## Task details
What's wanted is each entry repeated verbatim, minus its images.
Segment Start: Records for the task
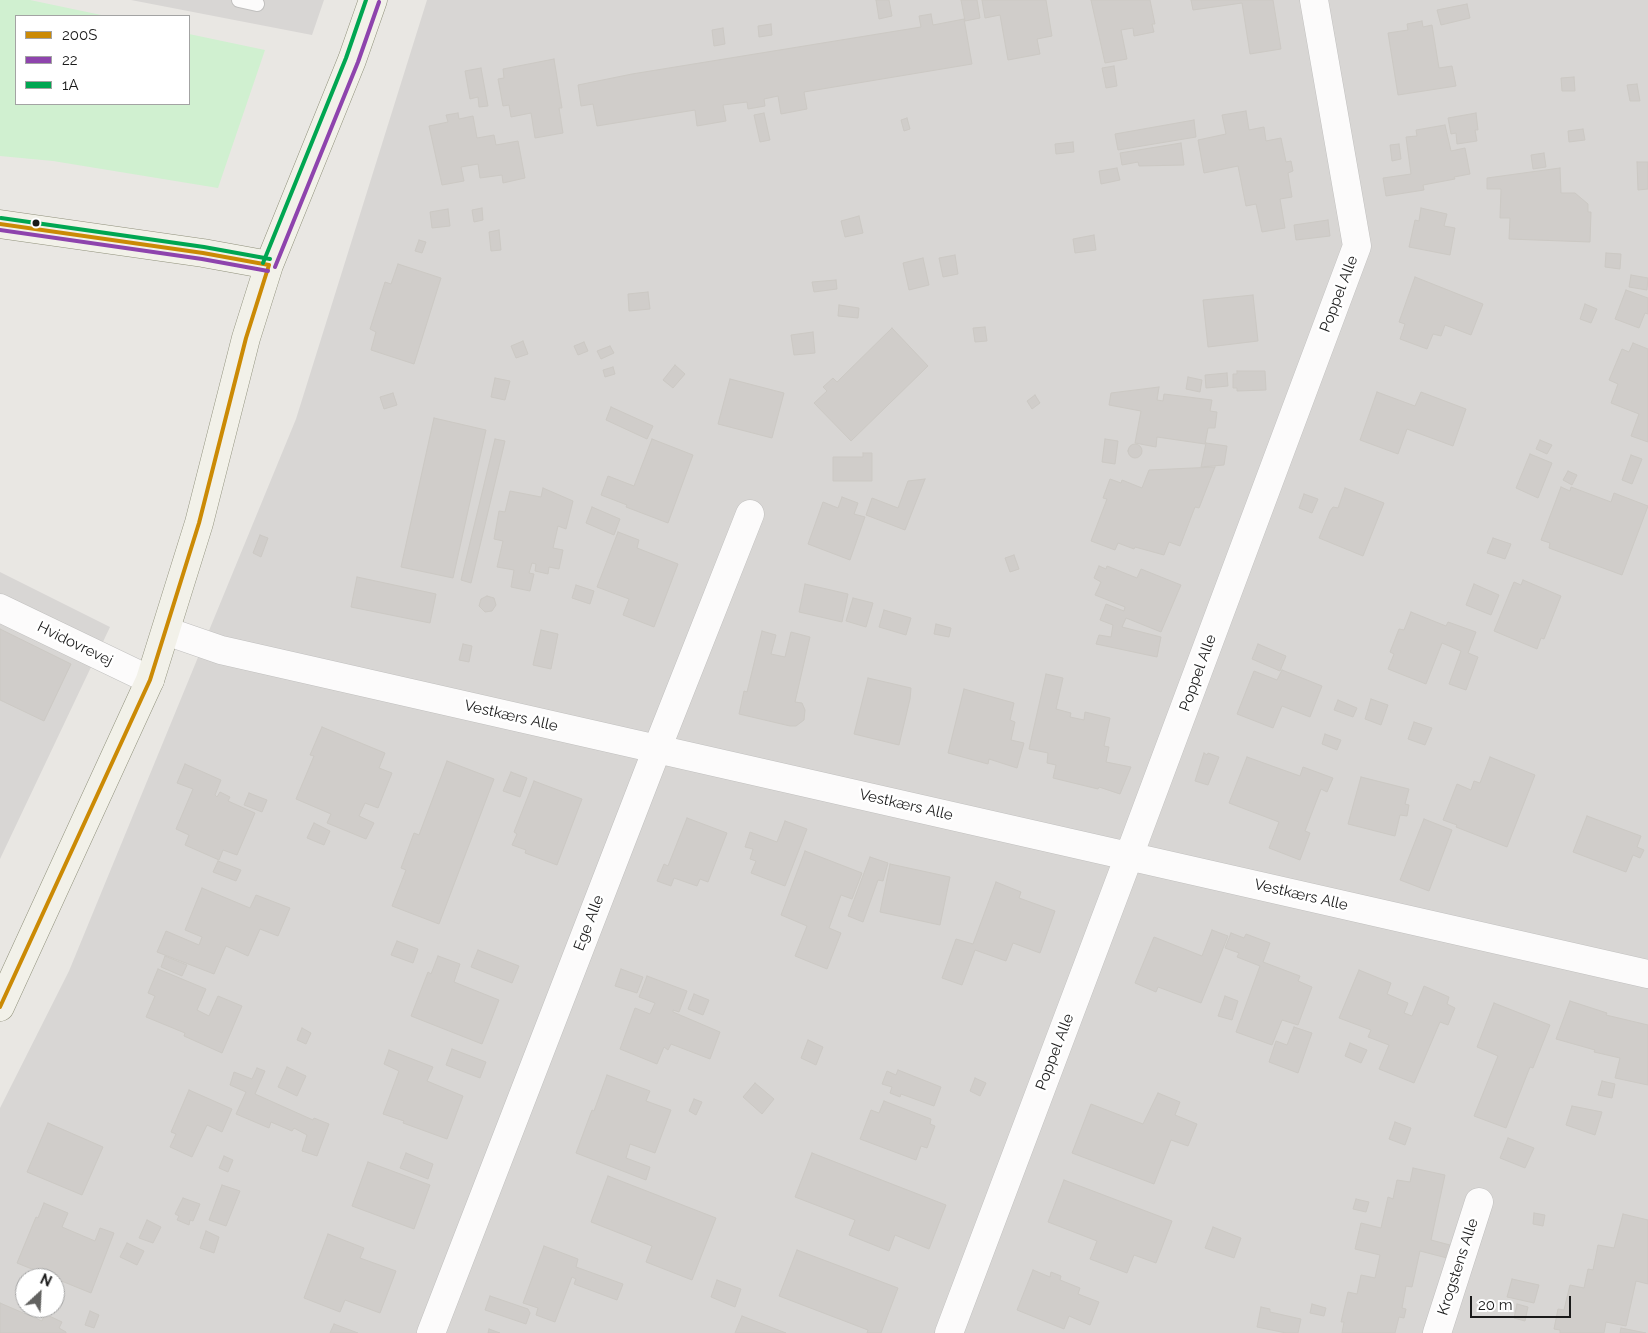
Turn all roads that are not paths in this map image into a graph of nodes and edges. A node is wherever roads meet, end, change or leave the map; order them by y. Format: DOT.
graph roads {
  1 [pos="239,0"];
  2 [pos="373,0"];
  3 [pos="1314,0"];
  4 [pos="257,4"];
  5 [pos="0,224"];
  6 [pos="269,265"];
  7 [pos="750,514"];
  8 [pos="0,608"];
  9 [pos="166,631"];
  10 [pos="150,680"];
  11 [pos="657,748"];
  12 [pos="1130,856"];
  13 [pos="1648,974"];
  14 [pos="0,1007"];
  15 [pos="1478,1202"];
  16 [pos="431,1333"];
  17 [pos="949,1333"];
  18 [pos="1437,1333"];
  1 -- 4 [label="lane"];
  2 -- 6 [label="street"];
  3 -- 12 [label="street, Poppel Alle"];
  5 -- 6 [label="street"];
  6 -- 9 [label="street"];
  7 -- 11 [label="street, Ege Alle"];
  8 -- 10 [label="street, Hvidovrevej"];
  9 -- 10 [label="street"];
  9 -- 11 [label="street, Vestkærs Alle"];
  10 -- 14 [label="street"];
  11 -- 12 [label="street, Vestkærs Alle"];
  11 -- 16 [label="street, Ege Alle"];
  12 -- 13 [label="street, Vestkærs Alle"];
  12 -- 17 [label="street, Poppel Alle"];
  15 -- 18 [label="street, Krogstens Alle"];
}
Segment End: Records for the task
## Answer area
Turn all roads that are not paths in this map image into a graph of nodes and edges. A node is wherever roads meet, end, change or leave the map; order them by y. Format: DOT.
graph roads {
  1 [pos="239,0"];
  2 [pos="373,0"];
  3 [pos="1314,0"];
  4 [pos="257,4"];
  5 [pos="0,224"];
  6 [pos="269,265"];
  7 [pos="750,514"];
  8 [pos="0,608"];
  9 [pos="166,631"];
  10 [pos="150,680"];
  11 [pos="657,748"];
  12 [pos="1130,856"];
  13 [pos="1648,974"];
  14 [pos="0,1007"];
  15 [pos="1478,1202"];
  16 [pos="431,1333"];
  17 [pos="949,1333"];
  18 [pos="1437,1333"];
  1 -- 4 [label="lane"];
  2 -- 6 [label="street"];
  3 -- 12 [label="street, Poppel Alle"];
  5 -- 6 [label="street"];
  6 -- 9 [label="street"];
  7 -- 11 [label="street, Ege Alle"];
  8 -- 10 [label="street, Hvidovrevej"];
  9 -- 10 [label="street"];
  9 -- 11 [label="street, Vestkærs Alle"];
  10 -- 14 [label="street"];
  11 -- 12 [label="street, Vestkærs Alle"];
  11 -- 16 [label="street, Ege Alle"];
  12 -- 13 [label="street, Vestkærs Alle"];
  12 -- 17 [label="street, Poppel Alle"];
  15 -- 18 [label="street, Krogstens Alle"];
}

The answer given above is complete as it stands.